Another serendipitous discovery as I was skimming through Welsh Historical Journals online, the simple answer being that 1846-47 were the years of highest pay for puddlers at the Abersychan Iron Works.
The important lesson to take from this is that employee wages fluctuated with the market imposing capitalist conditions on the simplest of workers. Free markets are not free (please excuse the economic philosophy).

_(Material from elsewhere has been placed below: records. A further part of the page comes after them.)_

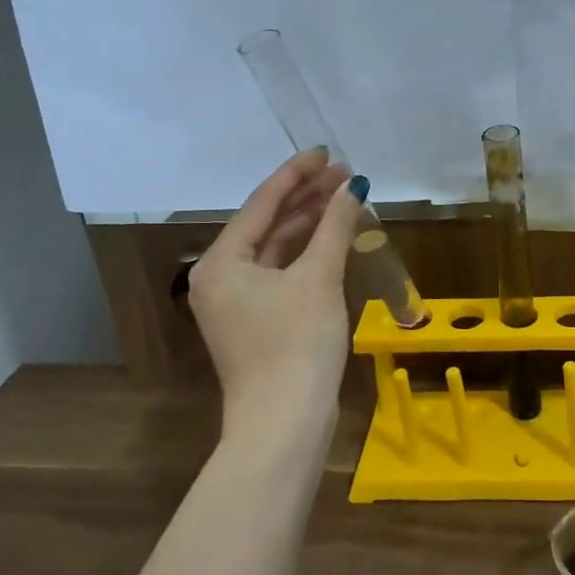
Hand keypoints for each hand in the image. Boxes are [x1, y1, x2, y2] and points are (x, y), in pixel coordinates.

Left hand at [185, 149, 362, 440]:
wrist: (285, 423)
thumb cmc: (296, 343)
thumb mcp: (319, 277)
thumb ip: (335, 225)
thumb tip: (354, 186)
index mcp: (221, 261)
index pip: (261, 203)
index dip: (296, 173)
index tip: (326, 151)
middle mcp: (220, 277)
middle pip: (267, 223)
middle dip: (306, 196)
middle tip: (345, 173)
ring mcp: (237, 302)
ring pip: (275, 248)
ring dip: (309, 223)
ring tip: (345, 197)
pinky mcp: (257, 321)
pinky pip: (281, 271)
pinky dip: (306, 252)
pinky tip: (333, 237)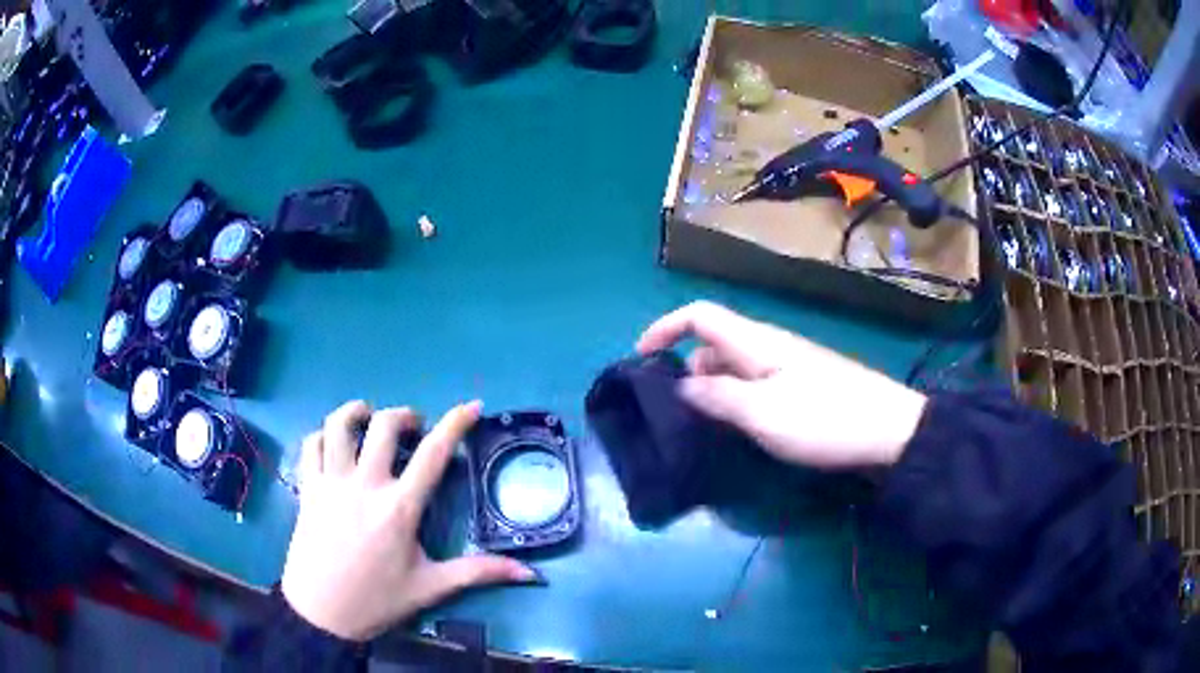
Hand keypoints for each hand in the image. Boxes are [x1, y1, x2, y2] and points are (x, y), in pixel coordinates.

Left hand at [281, 400, 538, 641]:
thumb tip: (530, 573)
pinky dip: (323, 434)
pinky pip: (311, 445)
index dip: (455, 423)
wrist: (320, 613)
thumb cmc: (377, 601)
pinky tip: (334, 444)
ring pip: (339, 425)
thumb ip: (478, 573)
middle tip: (414, 427)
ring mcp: (331, 483)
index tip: (472, 406)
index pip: (433, 454)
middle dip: (405, 415)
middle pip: (383, 425)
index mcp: (399, 508)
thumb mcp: (430, 588)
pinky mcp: (307, 488)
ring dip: (357, 412)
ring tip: (368, 417)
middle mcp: (364, 485)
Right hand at [637, 301, 926, 469]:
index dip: (665, 327)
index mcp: (755, 341)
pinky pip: (753, 383)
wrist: (888, 430)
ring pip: (734, 366)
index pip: (699, 315)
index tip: (641, 358)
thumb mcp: (761, 413)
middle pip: (713, 342)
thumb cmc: (823, 419)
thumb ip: (716, 396)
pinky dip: (735, 398)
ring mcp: (787, 365)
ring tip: (701, 427)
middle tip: (674, 411)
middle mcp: (768, 345)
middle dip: (685, 368)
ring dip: (711, 388)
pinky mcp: (800, 385)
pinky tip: (738, 427)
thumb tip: (681, 384)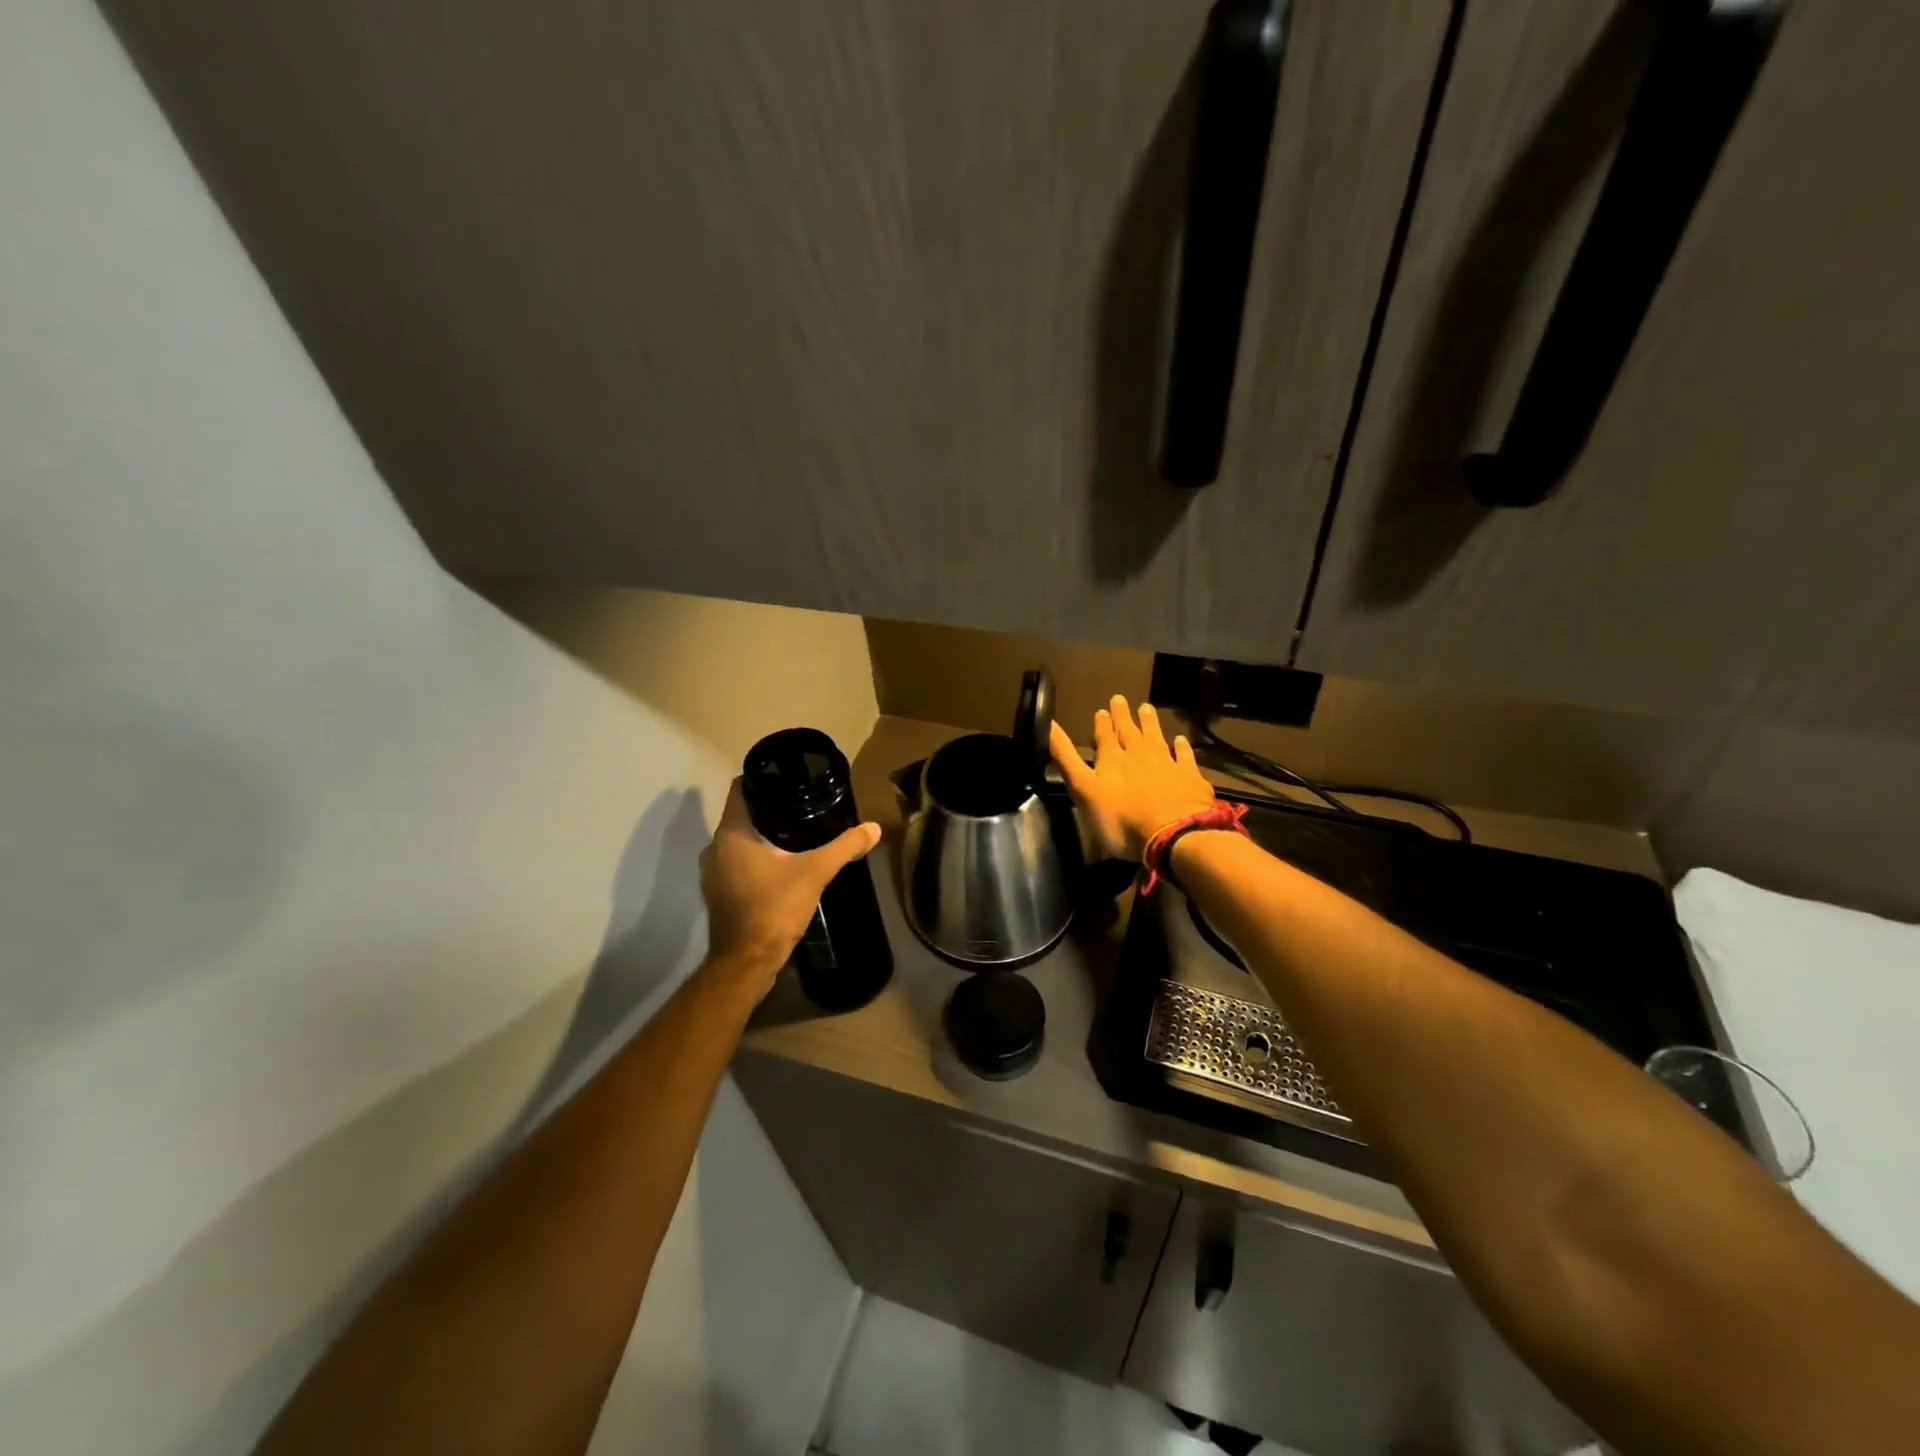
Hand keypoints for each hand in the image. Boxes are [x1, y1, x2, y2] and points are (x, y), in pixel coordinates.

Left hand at [698, 778, 882, 991]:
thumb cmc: (774, 908)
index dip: (763, 779)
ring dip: (762, 837)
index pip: (741, 789)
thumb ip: (844, 847)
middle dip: (770, 810)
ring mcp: (712, 873)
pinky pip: (737, 863)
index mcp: (732, 833)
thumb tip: (874, 828)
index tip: (789, 778)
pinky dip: (756, 859)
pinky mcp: (718, 893)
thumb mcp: (816, 872)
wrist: (747, 962)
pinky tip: (781, 866)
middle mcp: (715, 847)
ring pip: (739, 841)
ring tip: (796, 835)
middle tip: (802, 806)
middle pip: (742, 815)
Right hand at [1049, 695, 1214, 861]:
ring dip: (1150, 723)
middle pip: (1130, 731)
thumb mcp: (1083, 790)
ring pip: (1156, 738)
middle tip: (1120, 699)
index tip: (1101, 710)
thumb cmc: (1120, 819)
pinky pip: (1185, 757)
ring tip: (1146, 708)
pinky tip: (1181, 740)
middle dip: (1123, 716)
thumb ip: (1066, 758)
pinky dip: (1182, 747)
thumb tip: (1048, 724)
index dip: (1102, 723)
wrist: (1173, 835)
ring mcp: (1167, 764)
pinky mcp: (1190, 778)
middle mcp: (1139, 755)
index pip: (1105, 735)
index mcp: (1112, 759)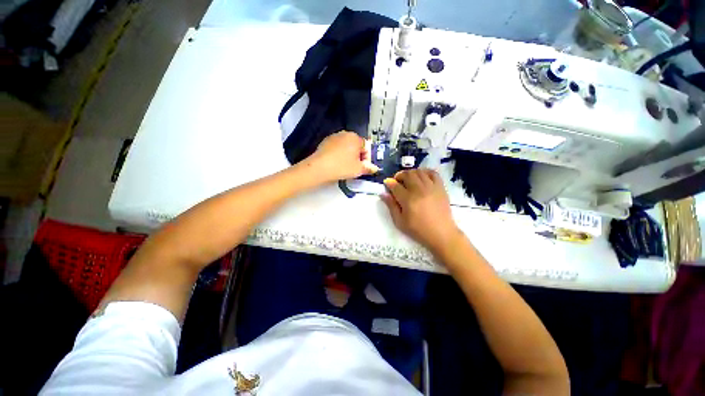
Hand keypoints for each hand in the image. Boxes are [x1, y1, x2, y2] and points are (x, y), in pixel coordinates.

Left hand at [306, 131, 378, 181]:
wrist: (320, 167)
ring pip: (346, 146)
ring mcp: (334, 137)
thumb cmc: (342, 167)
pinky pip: (336, 148)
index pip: (366, 147)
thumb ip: (369, 168)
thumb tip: (373, 168)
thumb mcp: (359, 170)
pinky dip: (339, 154)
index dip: (367, 158)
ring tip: (345, 166)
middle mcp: (345, 134)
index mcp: (355, 138)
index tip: (364, 167)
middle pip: (356, 145)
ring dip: (348, 155)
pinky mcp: (325, 142)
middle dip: (357, 156)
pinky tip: (336, 163)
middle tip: (356, 167)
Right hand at [382, 169, 461, 255]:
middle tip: (397, 182)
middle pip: (407, 175)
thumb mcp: (400, 222)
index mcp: (408, 200)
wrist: (441, 233)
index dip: (389, 182)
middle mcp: (419, 190)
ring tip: (408, 179)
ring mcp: (431, 187)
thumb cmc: (418, 230)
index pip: (395, 186)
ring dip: (410, 173)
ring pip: (418, 172)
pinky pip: (433, 173)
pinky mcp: (440, 187)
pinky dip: (425, 172)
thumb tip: (383, 194)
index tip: (387, 183)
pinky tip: (421, 177)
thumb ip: (391, 206)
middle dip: (399, 175)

And these wages are per week! So when you see the excellent wages of 1 pound, 55 pence in 1847, think about how far that would go. (OK, a pound was worth about five U.S. dollars historically. There were 12 pence in a shilling and 20 shillings or 240 pence in a pound.) This chart appears to show pounds and pence converted to the modern decimal system. It was a six-day work week, so it comes to less than a dollar a day. Sure, prices were much lower as well, but you weren't getting anywhere in life without a few pounds in your purse. And as the iron masters generally controlled the prices in the town stores as well as most rents, they made sure that the workers never had enough surplus to leave or even clear out the debts owed the company.
While this was reflected in the American song, "Sixteen tons and what do you get?/Another day older and deeper in debt/St. Peter don't call me cuz I can't come/I owe my soul to the company store!" it was even more true in Britain. The old days of feudalism in which you owed your life and labor to the Lord of the Manor were gone. The days of Capitalism were a form of wage slavery with no safety net.
Abersychan was just a few miles down the road or the Brecon and Monmouthshire Canal. By 1850, John Vaughan and family were back at Llanfoist likely working for the Blaenavon Iron and Coal Company at Garnddyrrus Forge. So far, no records of Garnddyrrus have turned up.